Radiopharmaceutical Development for PET Imaging

PET imaging was initially based on the use of $^{15}O$ labeled to $O_2$, $CO$ and $CO_2$ primarily because the Allis Chalmers cyclotron in use initially at MGH and Washington University was a deuteron machine and was primarily used to producing $^{15}O$. More powerful cyclotrons were available in government laboratories such as Brookhaven but it was not until the mid 70's that such cyclotrons became available to biomedical facilities and the full range of isotopes including $^{11}C$, $^{13}N$,$^{15}O$ and $^{18}F$ became available to a wider audience.

Ter-Pogossian and Powers had demonstrated that $^{15}O$ labeled water could be used to measure blood flow in brain and other organs long before PET was developed (Ter-Pogossian and Powers 1958 [48] and Ter-Pogossian et al 1970 [49]). It should be mentioned that with the untimely death of Michael Ter-Pogossian the field lost a scientist of outstanding ability and integrity.

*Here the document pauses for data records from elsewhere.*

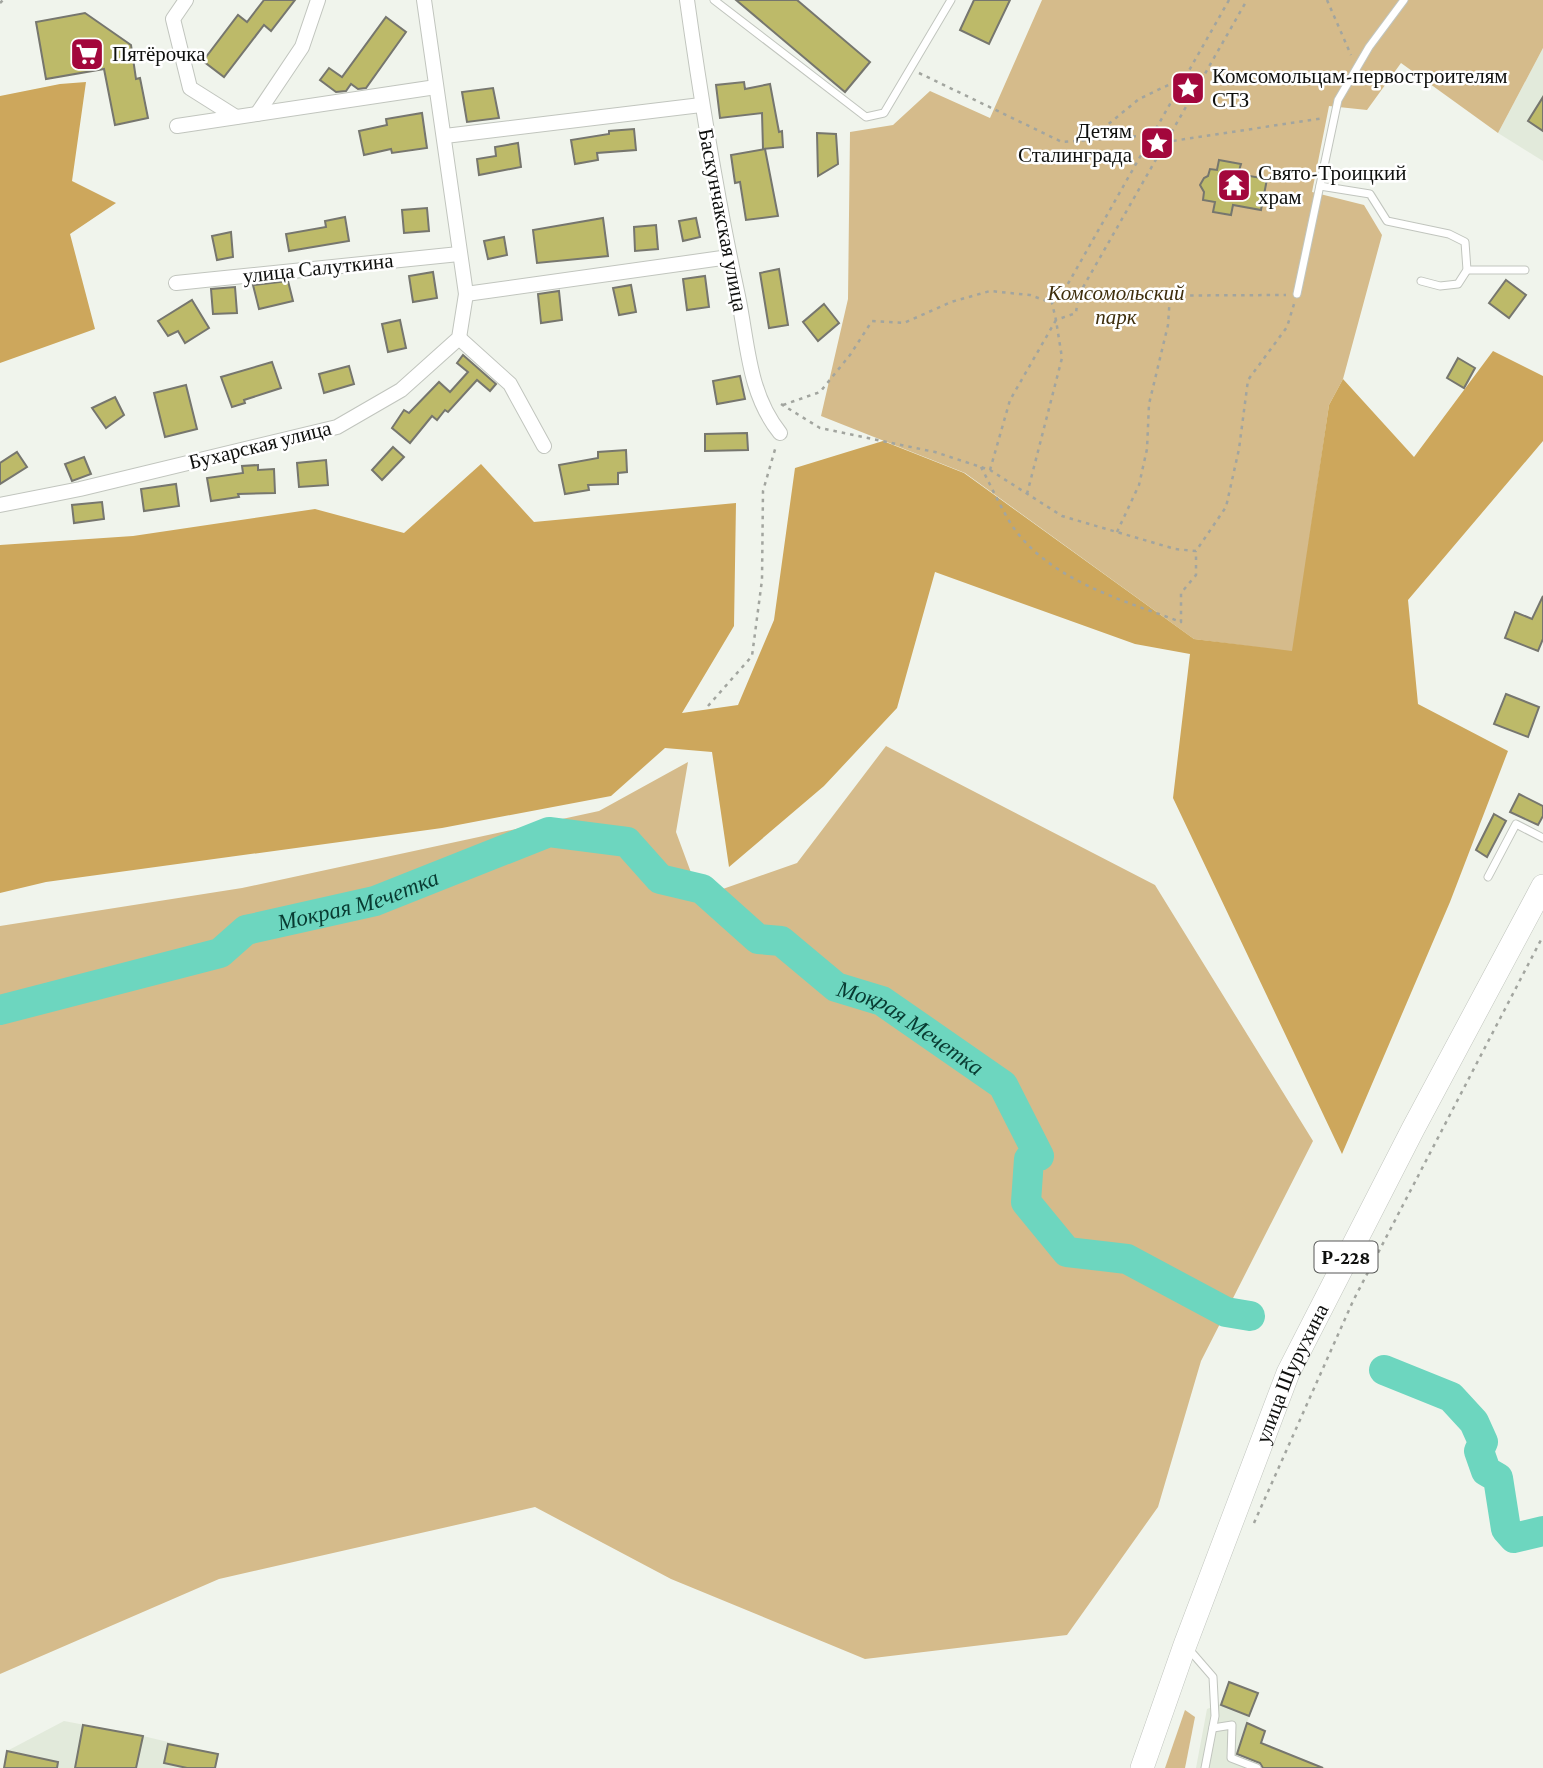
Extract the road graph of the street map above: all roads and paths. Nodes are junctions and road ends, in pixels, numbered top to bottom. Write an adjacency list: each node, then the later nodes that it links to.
1 (186, 0): 19 (street)
2 (318, 0): 17 (street)
3 (424, 0): 15 (street)
4 (687, 0): 16 (street, Баскунчакская улица)
5 (714, 0): 12 (lane)
6 (951, 0): 12 (lane)
7 (1229, 0): 13 (path)
8 (1247, 0): 14 (path)
9 (1328, 0): 11 (path)
10 (1404, 0): 11 (lane)
11 (1357, 68): 18 (lane)
12 (910, 69): 23 (path)
13 (1185, 77): 14 (path); 21 (path); 23 (path)
14 (1199, 85): 24 (path)
15 (436, 87): 17 (street); 22 (street)
16 (701, 105): 22 (street); 27 (street, Баскунчакская улица)
17 (257, 114): 19 (street)
18 (1334, 116): 24 (path); 25 (lane)
19 (236, 117): 20 (street)
20 (177, 126)
21 (1152, 135): 23 (path); 24 (path); 32 (path)
22 (445, 136): 26 (street)
23 (1089, 140)
24 (1166, 142): 36 (path)
25 (1320, 186): 28 (lane); 35 (lane)
26 (459, 254): 31 (street, улица Салуткина); 33 (street)
27 (729, 257): 33 (street); 40 (street, Баскунчакская улица)
28 (1467, 270): 29 (lane); 30 (lane)
29 (1525, 270)
30 (1421, 281)
31 (176, 283)
32 (1065, 289): 36 (path); 37 (path)
33 (466, 294): 39 (street)
34 (1170, 295): 35 (path); 36 (path); 48 (path)
35 (1297, 295): 49 (path)
36 (1078, 296): 38 (path)
37 (1052, 303): 38 (path); 41 (path)
38 (1056, 320): 45 (path); 46 (path)
39 (459, 338): 43 (street); 47 (street, Бухарская улица)
40 (758, 393): 41 (path); 42 (street, Баскунчакская улица)
41 (783, 405): 44 (path)
42 (780, 433): 50 (path)
43 (544, 446)
44 (981, 467): 45 (path); 49 (path)
45 (990, 470): 46 (path)
46 (1027, 494): 48 (path)
47 (0, 505)
48 (1116, 532): 49 (path)
49 (1196, 551)
50 (708, 706)
51 (1543, 838): 52 (lane)
52 (1488, 877)
53 (1543, 886): 56 (highway, улица Шурухина / Р-228)
54 (1543, 936): 55 (path)
55 (1253, 1524)
56 (1185, 1645): 57 (lane); 58 (highway, улица Шурухина / Р-228)
57 (1213, 1728): 59 (lane); 60 (lane)
58 (1142, 1768)
59 (1205, 1768)
60 (1257, 1768)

Oxygen-15 was and remains a very useful label for PET studies and became widely used at MGH for blood flow studies in brain and other organs (Ahluwalia et al 1973 [1], Brownell et al 1976 [14]). The application of labeled $CO_2$ to obtain equilibrium images of blood flow was applied successfully for imaging brain and heart in animals and man (Boucher et al 1976 [3]). The use of labeled $O_2$ together with $CO_2$ provided the basis for measuring regional oxygen metabolism. $^{15}O$ labeled $CO$ provided a means of measuring regional blood volume (Brownell and Cochavi 1978 [15]). Models were developed to obtain quantitative regional values of these important parameters (Subramanyam et al 1978 [46]). The measurement of blood flow and blood volume has become a useful clinical and research tool. By use of these techniques, abnormalities in brain and other organs could be visualized. In addition, alterations in regional cerebral blood flow resulting from visual and other stimuli could be observed (Raichle et al 1973 [42]). More recently magnetic resonance imaging (MRI) has proven capable of observing blood flow and blood volume as well as cerebral metabolism.

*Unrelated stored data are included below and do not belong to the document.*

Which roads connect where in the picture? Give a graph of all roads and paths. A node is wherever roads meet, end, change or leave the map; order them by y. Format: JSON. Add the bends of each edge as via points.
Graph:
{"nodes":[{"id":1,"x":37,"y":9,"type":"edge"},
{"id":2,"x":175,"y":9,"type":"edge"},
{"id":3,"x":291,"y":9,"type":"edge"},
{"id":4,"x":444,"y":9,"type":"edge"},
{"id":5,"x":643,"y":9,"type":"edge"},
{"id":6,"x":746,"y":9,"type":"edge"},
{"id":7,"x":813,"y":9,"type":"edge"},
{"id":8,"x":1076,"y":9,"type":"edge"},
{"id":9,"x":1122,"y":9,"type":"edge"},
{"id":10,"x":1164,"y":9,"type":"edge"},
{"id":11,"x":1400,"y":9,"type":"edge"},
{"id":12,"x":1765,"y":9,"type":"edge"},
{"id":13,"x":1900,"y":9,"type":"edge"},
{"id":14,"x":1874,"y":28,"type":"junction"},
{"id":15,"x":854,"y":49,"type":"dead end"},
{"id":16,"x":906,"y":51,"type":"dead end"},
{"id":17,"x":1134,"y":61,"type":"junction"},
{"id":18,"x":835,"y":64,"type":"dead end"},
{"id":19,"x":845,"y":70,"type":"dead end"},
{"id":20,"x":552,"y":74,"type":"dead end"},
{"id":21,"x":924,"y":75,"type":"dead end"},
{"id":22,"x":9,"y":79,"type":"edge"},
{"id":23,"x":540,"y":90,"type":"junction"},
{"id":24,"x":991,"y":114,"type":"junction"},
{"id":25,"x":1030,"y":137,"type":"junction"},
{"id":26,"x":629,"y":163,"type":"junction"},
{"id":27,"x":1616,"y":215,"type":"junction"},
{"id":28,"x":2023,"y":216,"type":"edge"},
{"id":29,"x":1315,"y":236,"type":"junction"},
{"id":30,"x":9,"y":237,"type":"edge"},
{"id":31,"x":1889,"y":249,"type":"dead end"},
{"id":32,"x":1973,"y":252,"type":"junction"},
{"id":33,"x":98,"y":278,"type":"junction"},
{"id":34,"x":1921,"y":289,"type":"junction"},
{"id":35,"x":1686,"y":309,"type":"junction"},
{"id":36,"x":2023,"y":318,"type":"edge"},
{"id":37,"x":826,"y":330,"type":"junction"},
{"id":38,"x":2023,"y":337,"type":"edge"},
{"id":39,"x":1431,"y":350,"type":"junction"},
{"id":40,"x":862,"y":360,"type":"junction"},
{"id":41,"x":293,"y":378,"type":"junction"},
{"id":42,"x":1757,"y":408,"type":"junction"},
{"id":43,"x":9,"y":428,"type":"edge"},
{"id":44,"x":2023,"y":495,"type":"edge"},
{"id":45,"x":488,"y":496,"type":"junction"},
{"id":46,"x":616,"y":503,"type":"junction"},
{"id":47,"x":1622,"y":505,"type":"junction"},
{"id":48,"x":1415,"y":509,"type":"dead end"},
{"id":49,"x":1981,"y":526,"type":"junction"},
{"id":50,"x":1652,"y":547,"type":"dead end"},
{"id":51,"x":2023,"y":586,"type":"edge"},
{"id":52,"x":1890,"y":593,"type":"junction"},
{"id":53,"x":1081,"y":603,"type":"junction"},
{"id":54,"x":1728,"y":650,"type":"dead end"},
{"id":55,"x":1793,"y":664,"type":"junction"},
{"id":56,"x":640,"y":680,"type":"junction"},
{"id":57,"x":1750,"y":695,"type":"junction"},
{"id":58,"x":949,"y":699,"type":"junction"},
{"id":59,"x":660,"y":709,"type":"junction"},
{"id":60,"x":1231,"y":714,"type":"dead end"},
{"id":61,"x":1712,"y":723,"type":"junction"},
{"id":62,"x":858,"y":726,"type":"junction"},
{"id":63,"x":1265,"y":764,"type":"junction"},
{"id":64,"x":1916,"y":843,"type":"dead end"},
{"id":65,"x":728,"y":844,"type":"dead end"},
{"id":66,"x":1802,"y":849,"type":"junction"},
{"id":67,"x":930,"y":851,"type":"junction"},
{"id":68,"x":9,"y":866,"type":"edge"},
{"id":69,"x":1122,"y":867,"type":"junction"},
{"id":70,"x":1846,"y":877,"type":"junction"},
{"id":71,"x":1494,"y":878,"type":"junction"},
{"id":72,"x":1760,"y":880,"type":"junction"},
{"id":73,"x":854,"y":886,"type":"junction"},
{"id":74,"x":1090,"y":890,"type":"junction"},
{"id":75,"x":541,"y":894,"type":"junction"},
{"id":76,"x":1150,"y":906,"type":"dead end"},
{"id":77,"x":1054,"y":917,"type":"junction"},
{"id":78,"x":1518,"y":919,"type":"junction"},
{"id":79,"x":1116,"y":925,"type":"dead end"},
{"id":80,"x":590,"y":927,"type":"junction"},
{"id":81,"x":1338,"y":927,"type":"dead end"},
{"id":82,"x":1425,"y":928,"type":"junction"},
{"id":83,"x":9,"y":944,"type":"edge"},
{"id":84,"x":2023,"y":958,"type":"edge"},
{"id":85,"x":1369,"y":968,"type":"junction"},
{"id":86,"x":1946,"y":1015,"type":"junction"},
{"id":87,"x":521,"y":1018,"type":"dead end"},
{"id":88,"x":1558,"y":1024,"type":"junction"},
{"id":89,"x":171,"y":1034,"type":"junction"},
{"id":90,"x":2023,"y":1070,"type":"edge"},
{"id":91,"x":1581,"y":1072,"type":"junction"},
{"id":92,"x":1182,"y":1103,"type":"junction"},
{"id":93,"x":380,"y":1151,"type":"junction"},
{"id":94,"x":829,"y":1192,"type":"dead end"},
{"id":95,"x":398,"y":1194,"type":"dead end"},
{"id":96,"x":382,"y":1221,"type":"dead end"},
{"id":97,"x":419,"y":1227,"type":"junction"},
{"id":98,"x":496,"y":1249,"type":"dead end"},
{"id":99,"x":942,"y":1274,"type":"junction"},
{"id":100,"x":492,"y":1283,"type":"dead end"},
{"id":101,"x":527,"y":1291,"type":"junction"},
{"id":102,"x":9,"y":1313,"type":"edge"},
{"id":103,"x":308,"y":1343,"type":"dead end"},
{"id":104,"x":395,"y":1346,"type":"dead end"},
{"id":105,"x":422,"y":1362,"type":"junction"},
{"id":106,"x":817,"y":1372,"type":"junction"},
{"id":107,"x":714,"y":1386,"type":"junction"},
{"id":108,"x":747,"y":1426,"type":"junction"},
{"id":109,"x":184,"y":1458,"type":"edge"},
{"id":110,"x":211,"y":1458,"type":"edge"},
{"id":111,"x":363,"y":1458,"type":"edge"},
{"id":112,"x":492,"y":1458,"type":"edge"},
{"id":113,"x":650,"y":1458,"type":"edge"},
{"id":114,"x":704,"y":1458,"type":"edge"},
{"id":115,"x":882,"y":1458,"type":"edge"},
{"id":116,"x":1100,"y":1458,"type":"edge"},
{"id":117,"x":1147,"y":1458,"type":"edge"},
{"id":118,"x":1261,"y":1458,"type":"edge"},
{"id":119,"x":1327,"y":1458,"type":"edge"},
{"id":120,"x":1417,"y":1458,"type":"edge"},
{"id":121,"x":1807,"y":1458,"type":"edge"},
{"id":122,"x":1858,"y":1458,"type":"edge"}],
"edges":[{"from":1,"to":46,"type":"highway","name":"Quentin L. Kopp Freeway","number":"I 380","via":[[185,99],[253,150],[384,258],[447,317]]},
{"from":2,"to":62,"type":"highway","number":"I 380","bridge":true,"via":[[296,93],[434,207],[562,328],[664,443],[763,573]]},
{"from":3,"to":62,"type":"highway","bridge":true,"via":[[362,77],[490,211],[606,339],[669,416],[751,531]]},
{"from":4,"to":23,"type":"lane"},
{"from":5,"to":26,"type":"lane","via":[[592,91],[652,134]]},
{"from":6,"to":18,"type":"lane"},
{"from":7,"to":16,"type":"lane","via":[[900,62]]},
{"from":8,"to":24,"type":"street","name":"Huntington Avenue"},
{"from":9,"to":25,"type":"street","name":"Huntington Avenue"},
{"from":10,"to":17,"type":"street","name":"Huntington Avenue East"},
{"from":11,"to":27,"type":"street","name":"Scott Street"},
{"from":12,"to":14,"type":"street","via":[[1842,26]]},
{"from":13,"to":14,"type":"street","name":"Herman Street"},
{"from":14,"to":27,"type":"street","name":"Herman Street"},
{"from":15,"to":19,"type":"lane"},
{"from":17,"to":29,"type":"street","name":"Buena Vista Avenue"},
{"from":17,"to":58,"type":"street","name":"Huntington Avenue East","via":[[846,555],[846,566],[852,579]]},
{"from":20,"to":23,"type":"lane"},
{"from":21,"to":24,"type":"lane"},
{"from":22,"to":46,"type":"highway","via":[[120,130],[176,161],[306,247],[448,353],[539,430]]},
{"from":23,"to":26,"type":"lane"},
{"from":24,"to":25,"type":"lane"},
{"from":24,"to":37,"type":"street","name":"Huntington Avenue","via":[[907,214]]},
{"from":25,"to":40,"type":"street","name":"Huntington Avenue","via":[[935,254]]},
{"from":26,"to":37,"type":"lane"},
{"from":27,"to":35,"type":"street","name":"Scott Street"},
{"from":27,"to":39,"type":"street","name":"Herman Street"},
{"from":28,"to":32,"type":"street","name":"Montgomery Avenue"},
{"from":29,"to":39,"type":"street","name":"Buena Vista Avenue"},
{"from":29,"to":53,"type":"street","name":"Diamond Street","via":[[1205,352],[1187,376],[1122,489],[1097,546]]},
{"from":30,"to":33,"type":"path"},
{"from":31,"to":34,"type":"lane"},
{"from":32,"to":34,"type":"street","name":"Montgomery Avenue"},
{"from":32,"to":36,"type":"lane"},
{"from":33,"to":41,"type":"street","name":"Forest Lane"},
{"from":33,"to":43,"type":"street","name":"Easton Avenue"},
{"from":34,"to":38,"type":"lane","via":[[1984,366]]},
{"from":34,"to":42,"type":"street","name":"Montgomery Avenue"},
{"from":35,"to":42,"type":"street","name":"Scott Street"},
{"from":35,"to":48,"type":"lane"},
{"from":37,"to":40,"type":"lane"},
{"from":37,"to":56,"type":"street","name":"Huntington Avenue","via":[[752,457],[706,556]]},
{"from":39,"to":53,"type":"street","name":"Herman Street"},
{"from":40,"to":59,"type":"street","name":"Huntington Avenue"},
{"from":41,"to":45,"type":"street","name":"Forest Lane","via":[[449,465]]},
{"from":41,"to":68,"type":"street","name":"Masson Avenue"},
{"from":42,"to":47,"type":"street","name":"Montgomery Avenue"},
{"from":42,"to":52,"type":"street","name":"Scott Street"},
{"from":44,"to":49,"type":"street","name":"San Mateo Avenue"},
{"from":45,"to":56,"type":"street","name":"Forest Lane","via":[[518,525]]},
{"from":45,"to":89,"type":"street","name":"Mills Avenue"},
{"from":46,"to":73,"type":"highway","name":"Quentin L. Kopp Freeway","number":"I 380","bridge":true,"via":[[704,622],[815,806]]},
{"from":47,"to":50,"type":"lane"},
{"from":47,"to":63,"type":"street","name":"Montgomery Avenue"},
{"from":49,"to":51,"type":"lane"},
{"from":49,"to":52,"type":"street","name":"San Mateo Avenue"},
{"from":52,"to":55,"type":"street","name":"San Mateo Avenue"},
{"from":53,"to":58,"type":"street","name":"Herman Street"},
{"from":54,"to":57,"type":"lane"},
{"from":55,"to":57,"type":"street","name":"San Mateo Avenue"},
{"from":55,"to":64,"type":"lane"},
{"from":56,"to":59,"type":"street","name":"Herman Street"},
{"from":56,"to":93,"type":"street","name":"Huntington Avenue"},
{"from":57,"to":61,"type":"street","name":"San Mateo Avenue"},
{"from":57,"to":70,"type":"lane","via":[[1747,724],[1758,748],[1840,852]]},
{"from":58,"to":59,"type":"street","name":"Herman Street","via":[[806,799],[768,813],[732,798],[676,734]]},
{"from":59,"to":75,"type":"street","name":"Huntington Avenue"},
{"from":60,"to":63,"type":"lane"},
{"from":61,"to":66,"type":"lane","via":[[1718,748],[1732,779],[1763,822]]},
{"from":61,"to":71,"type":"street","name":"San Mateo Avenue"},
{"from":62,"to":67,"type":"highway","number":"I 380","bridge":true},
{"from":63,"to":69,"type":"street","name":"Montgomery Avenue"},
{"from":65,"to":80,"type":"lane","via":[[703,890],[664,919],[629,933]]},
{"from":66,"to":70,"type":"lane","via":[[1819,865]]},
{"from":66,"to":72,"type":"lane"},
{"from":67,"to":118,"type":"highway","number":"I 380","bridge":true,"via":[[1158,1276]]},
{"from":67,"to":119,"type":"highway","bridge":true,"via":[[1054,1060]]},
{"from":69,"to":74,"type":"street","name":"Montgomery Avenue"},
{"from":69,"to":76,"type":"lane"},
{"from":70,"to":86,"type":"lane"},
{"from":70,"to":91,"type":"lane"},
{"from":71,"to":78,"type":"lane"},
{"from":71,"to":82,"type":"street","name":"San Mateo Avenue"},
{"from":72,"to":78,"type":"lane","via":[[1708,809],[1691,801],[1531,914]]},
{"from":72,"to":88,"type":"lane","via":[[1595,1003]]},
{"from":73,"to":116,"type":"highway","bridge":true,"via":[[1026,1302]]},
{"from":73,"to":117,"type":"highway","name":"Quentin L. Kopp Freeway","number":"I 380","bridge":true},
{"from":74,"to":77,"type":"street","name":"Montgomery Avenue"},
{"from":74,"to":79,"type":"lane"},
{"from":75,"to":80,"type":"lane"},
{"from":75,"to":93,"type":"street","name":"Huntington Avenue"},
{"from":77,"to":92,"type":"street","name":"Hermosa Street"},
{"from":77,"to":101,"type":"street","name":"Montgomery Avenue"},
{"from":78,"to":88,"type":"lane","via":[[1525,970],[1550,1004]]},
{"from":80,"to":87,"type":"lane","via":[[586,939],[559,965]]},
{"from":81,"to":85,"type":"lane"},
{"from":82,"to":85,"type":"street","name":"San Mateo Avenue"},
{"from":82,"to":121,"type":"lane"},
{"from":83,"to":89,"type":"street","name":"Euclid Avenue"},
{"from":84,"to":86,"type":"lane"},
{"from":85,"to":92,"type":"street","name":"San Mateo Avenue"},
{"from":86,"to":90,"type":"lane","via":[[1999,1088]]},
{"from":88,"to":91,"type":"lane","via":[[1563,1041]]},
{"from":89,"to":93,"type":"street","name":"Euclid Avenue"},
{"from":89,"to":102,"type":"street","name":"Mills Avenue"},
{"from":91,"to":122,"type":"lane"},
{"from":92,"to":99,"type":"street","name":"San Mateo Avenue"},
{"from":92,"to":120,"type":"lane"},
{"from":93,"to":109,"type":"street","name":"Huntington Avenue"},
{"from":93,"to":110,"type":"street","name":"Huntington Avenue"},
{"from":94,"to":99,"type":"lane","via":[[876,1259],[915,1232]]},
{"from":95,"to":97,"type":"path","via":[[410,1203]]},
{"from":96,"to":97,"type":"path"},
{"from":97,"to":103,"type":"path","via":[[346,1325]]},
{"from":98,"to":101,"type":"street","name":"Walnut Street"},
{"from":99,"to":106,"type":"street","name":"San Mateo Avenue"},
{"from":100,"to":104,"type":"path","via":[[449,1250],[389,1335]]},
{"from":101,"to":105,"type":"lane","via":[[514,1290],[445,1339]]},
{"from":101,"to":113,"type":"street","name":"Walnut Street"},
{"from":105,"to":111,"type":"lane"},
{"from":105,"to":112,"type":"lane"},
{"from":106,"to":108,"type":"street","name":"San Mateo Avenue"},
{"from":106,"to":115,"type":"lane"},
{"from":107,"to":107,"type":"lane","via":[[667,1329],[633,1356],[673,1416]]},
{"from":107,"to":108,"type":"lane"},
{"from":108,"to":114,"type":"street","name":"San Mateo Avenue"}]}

It is interesting that one of the factors most responsible for the acceptance of positron imaging was the development of radiopharmaceuticals. In particular, the development of $^{18}F$ labeled 2-fluorodeoxy-D-glucose (2FDG) by the Brookhaven group under the direction of Al Wolf and Joanna Fowler was a major factor in expanding the scope of PET imaging [37]. The half-life of $^{18}F$ was nearly optimal for positron imaging and it was immediately obvious that 2FDG could give precise values of energy metabolism in brain, heart and other organs (Reivich et al 1979 [43]). Michael Phelps further extended the application of 2FDG  [41] based on Sokoloff's autoradiographic studies using $^{14}C$ labeled deoxyglucose (Sokoloff et al 1977 [45]). Recent developments in PET radiopharmaceuticals are based on Henry Wagner's pioneering work on imaging with receptors [51].